The set-list for most of the Australian concerts was identical, although Bjorn’s lead vocal on Rock Me was dropped at some Melbourne shows after he came down with food poisoning.
The band played most of their biggest hits — Waterloo, SOS, Money Money Money, I Do I Do I Do I Do I Do, Knowing Me Knowing You, Mamma Mia, Fernando, So Long and Dancing Queen.
There were key tracks from the album Arrival (which had sold over a million copies in Australia the year before) When I Kissed the Teacher, Dum Dum Diddle, That’s Me and Why Did It Have to Be Me.
However the band also included a mini-musical, The Girl With the Golden Hair, based around Thank You For The Music — an ABBA classic now but unknown at the time and still months away from being released when aired on the Australian tour.
“It was a bold thing to do,” Rogers said. “When they did the songs Frida and Agnetha (Faltskog) dressed in wigs. They included a song called Get on the Carousel which was used in ABBA the Movie but never got released. They used a part of that song in Hole In Your Soul which would be on the next album, ABBA the Album.”

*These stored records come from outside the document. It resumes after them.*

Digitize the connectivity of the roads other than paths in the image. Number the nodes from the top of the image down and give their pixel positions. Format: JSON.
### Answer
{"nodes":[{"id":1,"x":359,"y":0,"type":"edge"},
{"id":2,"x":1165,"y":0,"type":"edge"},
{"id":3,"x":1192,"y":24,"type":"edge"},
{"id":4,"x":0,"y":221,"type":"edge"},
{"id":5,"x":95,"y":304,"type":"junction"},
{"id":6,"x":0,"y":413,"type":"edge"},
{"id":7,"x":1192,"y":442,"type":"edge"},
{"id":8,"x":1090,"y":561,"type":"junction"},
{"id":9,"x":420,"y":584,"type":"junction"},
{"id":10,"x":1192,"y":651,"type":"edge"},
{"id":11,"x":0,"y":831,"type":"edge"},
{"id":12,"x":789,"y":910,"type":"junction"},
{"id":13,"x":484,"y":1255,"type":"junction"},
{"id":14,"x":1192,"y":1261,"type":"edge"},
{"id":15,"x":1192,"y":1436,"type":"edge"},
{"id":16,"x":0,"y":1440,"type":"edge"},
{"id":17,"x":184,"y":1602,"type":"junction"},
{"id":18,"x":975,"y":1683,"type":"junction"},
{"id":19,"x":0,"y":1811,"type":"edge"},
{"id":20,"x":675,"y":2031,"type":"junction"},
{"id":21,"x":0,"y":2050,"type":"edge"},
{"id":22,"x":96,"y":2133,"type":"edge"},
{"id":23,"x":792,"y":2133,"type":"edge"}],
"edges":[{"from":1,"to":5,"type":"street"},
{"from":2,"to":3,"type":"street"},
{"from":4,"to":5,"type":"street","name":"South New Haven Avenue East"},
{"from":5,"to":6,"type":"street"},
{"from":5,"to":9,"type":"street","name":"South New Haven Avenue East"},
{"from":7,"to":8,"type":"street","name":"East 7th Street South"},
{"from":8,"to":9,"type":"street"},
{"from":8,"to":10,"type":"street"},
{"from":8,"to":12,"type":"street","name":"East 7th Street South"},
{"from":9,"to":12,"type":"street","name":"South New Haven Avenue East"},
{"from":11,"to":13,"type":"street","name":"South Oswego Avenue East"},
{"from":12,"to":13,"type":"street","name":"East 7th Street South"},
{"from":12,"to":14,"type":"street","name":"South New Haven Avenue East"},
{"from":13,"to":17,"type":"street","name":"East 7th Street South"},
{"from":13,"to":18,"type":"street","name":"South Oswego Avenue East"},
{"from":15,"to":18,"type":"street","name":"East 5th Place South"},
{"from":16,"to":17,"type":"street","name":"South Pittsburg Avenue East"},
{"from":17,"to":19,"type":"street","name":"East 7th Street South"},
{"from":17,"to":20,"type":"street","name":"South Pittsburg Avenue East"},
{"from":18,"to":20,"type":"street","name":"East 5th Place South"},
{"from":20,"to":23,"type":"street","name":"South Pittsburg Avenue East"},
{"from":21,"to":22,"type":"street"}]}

That album arrived at the end of 1977, at the same time as ABBA the Movie.
However despite being filmed in Australia, the movie wasn’t a blockbuster, the album also struggled to match previous glories, peaking at No.4.

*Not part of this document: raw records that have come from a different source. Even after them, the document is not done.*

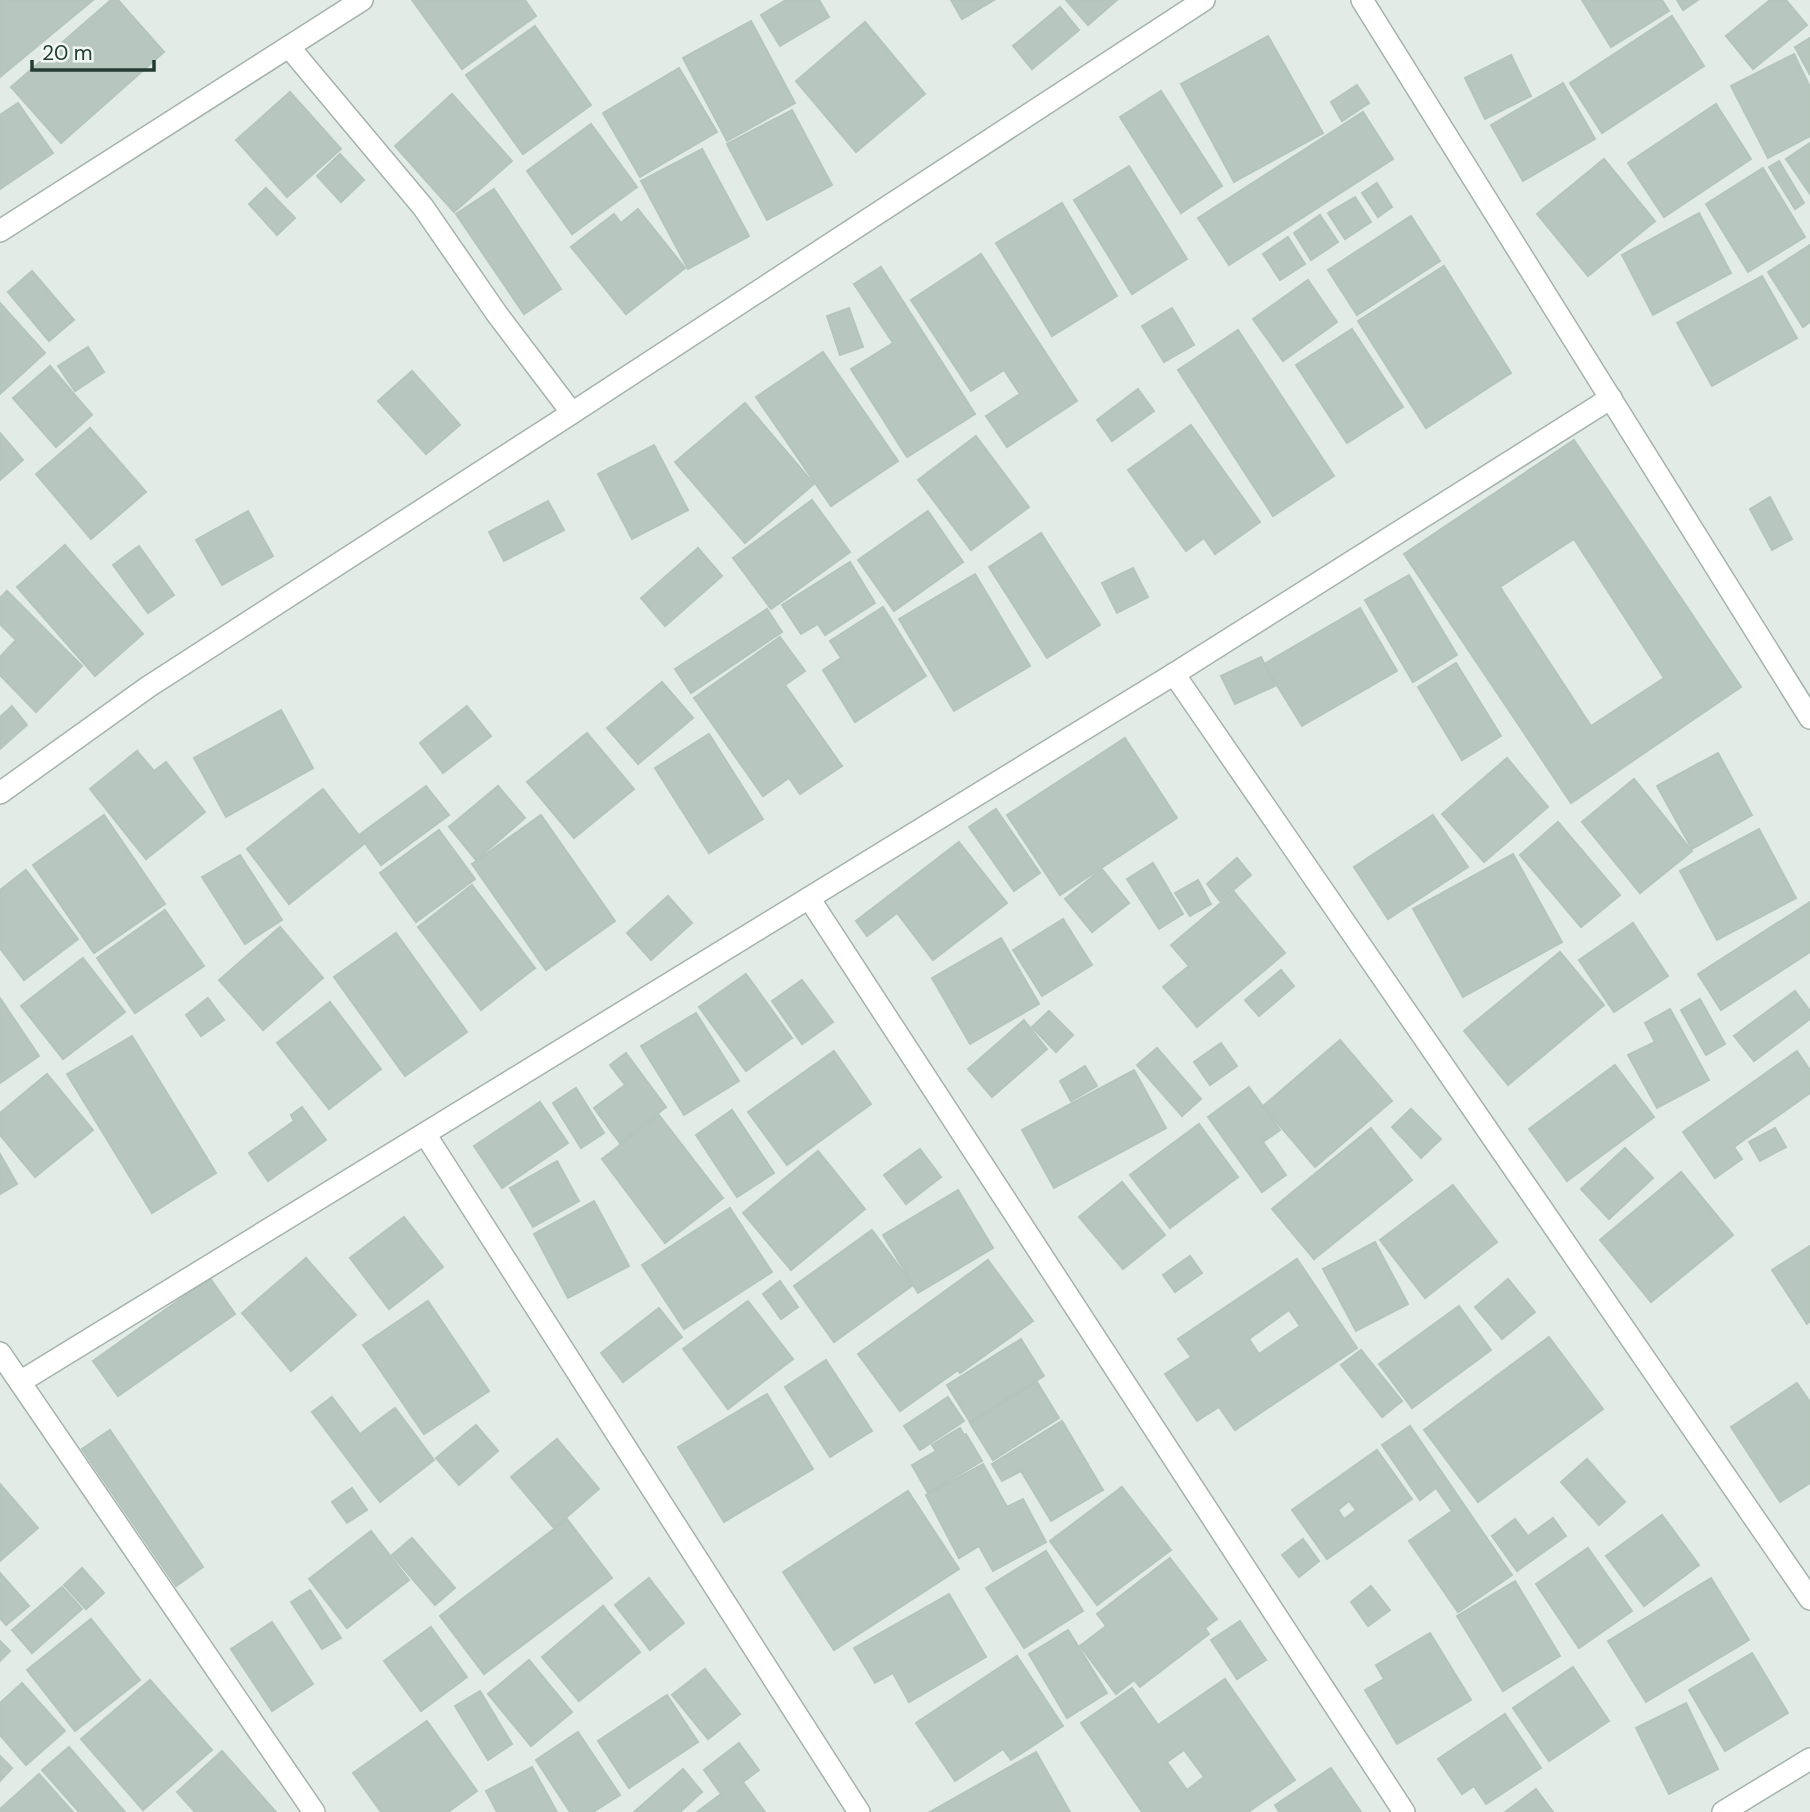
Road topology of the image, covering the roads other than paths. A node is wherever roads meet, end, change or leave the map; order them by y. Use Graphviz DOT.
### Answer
graph roads {
  1 [pos="362,0"];
  2 [pos="1203,0"];
  3 [pos="1362,0"];
  4 [pos="289,47"];
  5 [pos="0,231"];
  6 [pos="1611,398"];
  7 [pos="572,413"];
  8 [pos="1174,674"];
  9 [pos="1810,718"];
  10 [pos="0,793"];
  11 [pos="809,898"];
  12 [pos="425,1134"];
  13 [pos="0,1353"];
  14 [pos="20,1382"];
  15 [pos="1810,1599"];
  16 [pos="1810,1759"];
  17 [pos="314,1812"];
  18 [pos="859,1812"];
  19 [pos="1404,1812"];
  20 [pos="1723,1812"];
  1 -- 4 [label="street"];
  2 -- 7 [label="street"];
  3 -- 6 [label="street"];
  4 -- 5 [label="street"];
  4 -- 7 [label="street"];
  6 -- 8 [label="street"];
  6 -- 9 [label="street"];
  7 -- 10 [label="street"];
  8 -- 11 [label="street"];
  8 -- 15 [label="street"];
  11 -- 12 [label="street"];
  11 -- 19 [label="street"];
  12 -- 14 [label="street"];
  12 -- 18 [label="street"];
  13 -- 14 [label="street"];
  14 -- 17 [label="street"];
  16 -- 20 [label="street"];
}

“By the time of those 1977 concerts Australia had been immersed in ABBA to such an extraordinary proportion it had totally reached saturation point,” Rogers said. “They were over exposed, they were absolutely everywhere. People were fed up with them. After they left that 1977 tour it was like the country collectively sighed with relief. Australia had had enough of them. Arrival sold 1.2 million here, I think ABBA the Album sold 250,000. There was no comparison. Abba the Movie barely made a ripple in Australia, but through Europe and the UK the album and the film were enormous.”
There was talk of a possible 1979 tour of Australia, after a Japanese tour, but it never happened.

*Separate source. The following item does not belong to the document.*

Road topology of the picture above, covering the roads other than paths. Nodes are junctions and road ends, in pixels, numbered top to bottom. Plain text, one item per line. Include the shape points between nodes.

“There was no way they could have filled the same kind of venues they did in 1977,” Rogers said. “By that time Agnetha and Bjorn were divorced and Benny and Frida were having problems. Things had changed.”
It was a mammoth tour, with around 150,000 tickets sold, but ironically the band never particularly liked touring.
“They were happier in the studio,” Meldrum said. “It was almost like they did those tours just to keep the public happy.”
The band famously knocked back what would have been a billion dollar offer for a select number of live shows.
“They don’t need to tour, there isn’t the desire and they probably feel they’ve got the memories and it wouldn’t quite be the same,” Dainty said.
Dainty still keeps in touch with the band — he was one of the producers of the Mamma Mia stage show and worked with Ulvaeus on bringing the ABBAWORLD exhibition to Australia.
For Melbourne, he’s seen the vindication of ABBA being belatedly hailed genius pop songwriters.
“Even now people come up to me and admit they never thought it was cool to say they liked ABBA,” Meldrum said. “For some people they were almost a guilty pleasure. But those songs will last forever. They truly are some of the best pop songs in the world.”